## WHAT TO DO
Copy every line from the records that holds the word "篠崎街道".

━━ THE INPUT ━━

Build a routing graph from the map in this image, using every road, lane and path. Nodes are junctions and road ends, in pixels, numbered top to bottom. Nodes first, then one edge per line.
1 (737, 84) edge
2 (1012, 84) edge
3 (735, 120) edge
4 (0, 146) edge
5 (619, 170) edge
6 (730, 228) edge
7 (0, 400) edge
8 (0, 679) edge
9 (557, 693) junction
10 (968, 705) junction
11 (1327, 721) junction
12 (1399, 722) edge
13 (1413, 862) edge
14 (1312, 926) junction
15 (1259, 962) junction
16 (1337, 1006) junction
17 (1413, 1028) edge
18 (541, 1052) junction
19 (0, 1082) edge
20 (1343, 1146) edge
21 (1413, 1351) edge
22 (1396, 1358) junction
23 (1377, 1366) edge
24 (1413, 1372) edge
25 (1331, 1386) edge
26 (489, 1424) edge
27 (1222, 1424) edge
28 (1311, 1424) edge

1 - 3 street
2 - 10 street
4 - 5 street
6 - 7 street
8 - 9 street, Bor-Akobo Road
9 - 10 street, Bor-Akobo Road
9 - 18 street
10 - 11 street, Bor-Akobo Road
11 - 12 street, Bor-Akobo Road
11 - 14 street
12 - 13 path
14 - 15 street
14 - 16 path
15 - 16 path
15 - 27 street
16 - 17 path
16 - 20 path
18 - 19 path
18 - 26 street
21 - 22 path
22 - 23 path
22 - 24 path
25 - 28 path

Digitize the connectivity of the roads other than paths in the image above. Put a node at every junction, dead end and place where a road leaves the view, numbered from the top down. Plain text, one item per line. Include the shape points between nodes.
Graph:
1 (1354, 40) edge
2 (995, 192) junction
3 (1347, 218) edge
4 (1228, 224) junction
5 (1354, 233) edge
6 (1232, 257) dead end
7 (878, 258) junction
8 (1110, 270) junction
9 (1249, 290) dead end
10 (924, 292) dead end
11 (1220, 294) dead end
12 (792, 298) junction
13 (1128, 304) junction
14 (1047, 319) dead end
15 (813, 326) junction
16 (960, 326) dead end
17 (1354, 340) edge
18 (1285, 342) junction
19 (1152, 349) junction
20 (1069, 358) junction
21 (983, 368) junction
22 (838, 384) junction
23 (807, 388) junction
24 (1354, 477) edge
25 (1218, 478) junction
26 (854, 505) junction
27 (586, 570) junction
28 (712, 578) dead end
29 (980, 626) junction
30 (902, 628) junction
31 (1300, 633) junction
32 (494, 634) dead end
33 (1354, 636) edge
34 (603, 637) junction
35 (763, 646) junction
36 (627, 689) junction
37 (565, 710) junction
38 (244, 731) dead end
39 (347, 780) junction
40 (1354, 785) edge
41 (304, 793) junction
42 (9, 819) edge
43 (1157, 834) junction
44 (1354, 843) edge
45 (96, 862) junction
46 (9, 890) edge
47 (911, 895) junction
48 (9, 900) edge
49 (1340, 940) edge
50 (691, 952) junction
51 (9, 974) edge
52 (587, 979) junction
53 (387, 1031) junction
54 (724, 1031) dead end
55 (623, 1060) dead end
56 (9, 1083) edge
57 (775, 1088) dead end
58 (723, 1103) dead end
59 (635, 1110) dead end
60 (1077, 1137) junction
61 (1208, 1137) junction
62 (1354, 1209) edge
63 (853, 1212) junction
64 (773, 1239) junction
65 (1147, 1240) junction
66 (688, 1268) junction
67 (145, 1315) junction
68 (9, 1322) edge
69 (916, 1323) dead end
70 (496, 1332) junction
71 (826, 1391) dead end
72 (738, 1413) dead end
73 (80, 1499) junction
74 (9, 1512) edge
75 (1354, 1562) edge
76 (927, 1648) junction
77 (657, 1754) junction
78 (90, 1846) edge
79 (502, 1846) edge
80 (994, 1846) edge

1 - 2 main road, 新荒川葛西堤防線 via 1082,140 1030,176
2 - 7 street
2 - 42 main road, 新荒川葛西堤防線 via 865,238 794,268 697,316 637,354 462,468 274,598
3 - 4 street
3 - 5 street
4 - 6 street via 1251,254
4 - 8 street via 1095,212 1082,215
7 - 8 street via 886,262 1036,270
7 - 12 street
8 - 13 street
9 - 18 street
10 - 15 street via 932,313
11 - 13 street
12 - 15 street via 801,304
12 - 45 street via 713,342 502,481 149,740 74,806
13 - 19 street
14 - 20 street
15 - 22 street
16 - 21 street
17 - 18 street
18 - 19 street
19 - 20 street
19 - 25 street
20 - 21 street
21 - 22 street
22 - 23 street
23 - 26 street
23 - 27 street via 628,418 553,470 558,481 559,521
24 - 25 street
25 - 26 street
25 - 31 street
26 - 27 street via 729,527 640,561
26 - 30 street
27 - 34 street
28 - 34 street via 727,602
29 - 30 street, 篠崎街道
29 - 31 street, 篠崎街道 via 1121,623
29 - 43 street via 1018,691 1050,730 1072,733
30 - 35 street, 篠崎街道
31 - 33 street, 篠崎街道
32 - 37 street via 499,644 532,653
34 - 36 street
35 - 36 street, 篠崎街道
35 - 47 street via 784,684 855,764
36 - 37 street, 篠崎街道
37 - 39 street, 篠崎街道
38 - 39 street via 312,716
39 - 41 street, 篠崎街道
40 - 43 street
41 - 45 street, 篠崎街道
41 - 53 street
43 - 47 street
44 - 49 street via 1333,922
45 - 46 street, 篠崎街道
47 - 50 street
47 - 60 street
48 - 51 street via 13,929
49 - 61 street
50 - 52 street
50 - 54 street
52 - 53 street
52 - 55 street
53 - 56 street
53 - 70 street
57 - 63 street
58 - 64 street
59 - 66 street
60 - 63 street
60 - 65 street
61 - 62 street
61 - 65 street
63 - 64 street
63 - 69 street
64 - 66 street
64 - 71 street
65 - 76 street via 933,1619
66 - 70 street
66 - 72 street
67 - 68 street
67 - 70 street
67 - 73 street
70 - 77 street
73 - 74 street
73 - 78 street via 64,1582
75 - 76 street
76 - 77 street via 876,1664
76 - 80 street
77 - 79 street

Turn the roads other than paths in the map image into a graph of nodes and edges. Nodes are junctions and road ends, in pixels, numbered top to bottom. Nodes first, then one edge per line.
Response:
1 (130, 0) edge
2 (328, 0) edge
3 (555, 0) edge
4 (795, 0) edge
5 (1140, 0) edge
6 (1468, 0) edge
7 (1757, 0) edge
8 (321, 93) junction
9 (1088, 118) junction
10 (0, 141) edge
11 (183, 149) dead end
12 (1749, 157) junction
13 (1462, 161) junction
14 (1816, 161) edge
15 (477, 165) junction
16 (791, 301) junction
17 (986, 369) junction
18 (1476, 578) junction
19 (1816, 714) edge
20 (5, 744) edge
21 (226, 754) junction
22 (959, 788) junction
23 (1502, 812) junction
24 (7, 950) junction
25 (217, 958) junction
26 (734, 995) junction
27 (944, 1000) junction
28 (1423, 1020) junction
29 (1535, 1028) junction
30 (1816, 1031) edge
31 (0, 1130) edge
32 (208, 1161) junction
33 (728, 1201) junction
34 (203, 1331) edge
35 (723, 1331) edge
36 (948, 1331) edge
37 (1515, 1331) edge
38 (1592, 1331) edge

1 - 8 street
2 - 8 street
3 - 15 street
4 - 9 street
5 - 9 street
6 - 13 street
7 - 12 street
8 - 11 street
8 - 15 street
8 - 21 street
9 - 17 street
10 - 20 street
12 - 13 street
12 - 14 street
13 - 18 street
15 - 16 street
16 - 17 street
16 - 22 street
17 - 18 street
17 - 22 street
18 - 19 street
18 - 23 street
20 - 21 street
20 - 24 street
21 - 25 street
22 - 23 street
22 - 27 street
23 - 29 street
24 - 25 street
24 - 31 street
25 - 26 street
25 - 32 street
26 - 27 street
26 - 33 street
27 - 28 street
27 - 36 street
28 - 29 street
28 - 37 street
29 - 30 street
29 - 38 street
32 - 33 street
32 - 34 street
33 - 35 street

━━━

## ANSWER TO THE PROBLEM
29 - 30 street, 篠崎街道
29 - 31 street, 篠崎街道 via 1121,623
30 - 35 street, 篠崎街道
31 - 33 street, 篠崎街道
35 - 36 street, 篠崎街道
36 - 37 street, 篠崎街道
37 - 39 street, 篠崎街道
39 - 41 street, 篠崎街道
41 - 45 street, 篠崎街道
45 - 46 street, 篠崎街道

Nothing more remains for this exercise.